The Liverpool Protocols.
https://en.wikipedia.org/wiki/Liverpool_Care_Pathway_for_the_Dying_Patient
Don’t know for sure, but it seems lefties might take advantage of the “Exit” strategy more often than conservatives.
Medical science like all sciences cannot advance without continuing research. Oftentimes, these treatments for Alzheimer’s and cancer are part of those ongoing research efforts. This is research that cannot be performed in a vacuum but requires real live patients.
Insurance companies and government with absolute determinant power to stop treatments based on a cost/benefit analysis considering only the patient’s life expectancy would set back this research. This is not a decision wherein based upon the needs of the many outweighing the needs of the one; nor is it based upon the needs of the one outweighing the needs of the many.
The Oregon model laws allow that one could be diagnosed and dead in 15 days with immunity for your predatory heir/new friend, all before your family knows. Respectfully, Bradley Williams President MTaas org
Why hasn’t this been brought up in court? Don’t we have rights to life, liberty, and pursuit of happiness — with LIFE being the first mentioned? I know this is in the Declaration of Independence but doesn’t the Constitution cover executions and the legal steps needed for something like this.
Insurers don’t need an assisted suicide law. Medicare death-paneled my dad in 2003. Refused to pay for cancer treatment because the survival rate was 20%. Offered him hospice instead.
Slippery slope? What slippery slope?
Chemotherapy for those with advanced-stage cancer is more accurately described as “life-extending” than “life-saving.” The difference is that life-extending treatment holds mo realistic possibility of curing the underlying, fatal disease. Nonetheless, given the reality that life ends, the line between “life-extending” and “life-saving” must remain somewhat blurry.
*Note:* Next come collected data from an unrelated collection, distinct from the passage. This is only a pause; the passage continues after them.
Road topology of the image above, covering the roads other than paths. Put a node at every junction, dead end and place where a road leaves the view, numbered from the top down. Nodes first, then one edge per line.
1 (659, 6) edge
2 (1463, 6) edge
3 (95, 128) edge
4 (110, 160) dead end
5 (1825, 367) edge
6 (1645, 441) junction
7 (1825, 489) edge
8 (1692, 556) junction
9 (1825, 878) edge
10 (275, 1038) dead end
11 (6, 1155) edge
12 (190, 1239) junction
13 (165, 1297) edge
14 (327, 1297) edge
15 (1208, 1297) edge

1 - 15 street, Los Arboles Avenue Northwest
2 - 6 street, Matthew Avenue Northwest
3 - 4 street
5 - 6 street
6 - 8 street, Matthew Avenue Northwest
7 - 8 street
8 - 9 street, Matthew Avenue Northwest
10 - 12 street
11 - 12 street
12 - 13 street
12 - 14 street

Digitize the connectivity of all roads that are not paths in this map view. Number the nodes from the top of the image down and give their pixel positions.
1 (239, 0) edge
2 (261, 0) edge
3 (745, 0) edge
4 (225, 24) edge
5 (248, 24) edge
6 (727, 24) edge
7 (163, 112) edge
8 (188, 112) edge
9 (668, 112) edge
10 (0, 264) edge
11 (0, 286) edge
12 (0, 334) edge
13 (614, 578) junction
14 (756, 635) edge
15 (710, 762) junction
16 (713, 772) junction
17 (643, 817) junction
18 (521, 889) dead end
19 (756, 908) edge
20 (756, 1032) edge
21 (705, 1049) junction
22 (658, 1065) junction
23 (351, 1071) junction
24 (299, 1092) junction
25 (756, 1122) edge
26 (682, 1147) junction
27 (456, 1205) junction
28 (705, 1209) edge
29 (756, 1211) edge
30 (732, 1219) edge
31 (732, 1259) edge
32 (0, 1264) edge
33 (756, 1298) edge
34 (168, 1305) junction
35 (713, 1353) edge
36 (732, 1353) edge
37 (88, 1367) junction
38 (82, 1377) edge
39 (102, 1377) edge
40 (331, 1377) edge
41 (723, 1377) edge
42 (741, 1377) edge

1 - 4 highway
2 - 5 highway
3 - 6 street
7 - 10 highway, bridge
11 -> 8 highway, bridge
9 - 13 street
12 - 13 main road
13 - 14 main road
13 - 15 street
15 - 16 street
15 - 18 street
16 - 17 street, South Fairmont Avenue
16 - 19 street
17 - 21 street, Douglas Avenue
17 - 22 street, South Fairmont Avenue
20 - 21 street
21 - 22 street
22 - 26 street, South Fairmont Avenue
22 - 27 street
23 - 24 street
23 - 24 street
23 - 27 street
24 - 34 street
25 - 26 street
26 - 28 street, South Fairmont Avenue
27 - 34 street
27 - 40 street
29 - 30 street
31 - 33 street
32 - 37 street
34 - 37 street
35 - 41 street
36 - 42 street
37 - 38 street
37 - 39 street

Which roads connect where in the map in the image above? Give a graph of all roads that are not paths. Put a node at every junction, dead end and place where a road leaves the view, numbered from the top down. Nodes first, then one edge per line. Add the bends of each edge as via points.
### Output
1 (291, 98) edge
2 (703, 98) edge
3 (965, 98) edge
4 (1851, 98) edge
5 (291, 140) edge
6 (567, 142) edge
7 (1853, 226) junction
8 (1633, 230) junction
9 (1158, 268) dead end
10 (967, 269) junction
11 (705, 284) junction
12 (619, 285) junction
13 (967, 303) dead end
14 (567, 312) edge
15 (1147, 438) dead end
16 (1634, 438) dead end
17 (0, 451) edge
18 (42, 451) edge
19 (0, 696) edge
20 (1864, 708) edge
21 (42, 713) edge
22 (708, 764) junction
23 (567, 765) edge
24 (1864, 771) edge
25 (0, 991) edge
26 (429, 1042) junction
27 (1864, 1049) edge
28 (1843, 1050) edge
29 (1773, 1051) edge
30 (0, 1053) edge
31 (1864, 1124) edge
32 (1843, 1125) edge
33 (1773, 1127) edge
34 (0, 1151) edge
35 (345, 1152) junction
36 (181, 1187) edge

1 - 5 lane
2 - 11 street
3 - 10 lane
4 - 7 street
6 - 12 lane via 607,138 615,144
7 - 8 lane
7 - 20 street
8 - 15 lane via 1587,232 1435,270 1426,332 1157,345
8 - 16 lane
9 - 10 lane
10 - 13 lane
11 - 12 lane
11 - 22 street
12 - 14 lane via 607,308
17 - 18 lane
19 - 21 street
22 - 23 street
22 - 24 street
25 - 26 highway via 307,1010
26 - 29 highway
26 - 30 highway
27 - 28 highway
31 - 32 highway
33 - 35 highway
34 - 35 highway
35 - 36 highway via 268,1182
As with any scarce good, medical treatment will be rationed in one way or another. The U.K.’s National Health Service decided some time ago that, given the reality of limited resources, it should adopt a utilitarian ethic of providing the most quality-adjusted life-years possible within its resource constraints.
One manifestation of this utilitarianism is to deny all but palliative treatment from those whose cures may be possible but costly if/when their quality-adjusted life-expectancy is low. Even so, there remains a line between refusing to pay for costly treatment, and actively (and inevitably coercively) promoting life-ending “treatment.”
One thing that seems inevitable is that when government rations health care, the rationing criteria will inevitably be political, for how can any government be anything else?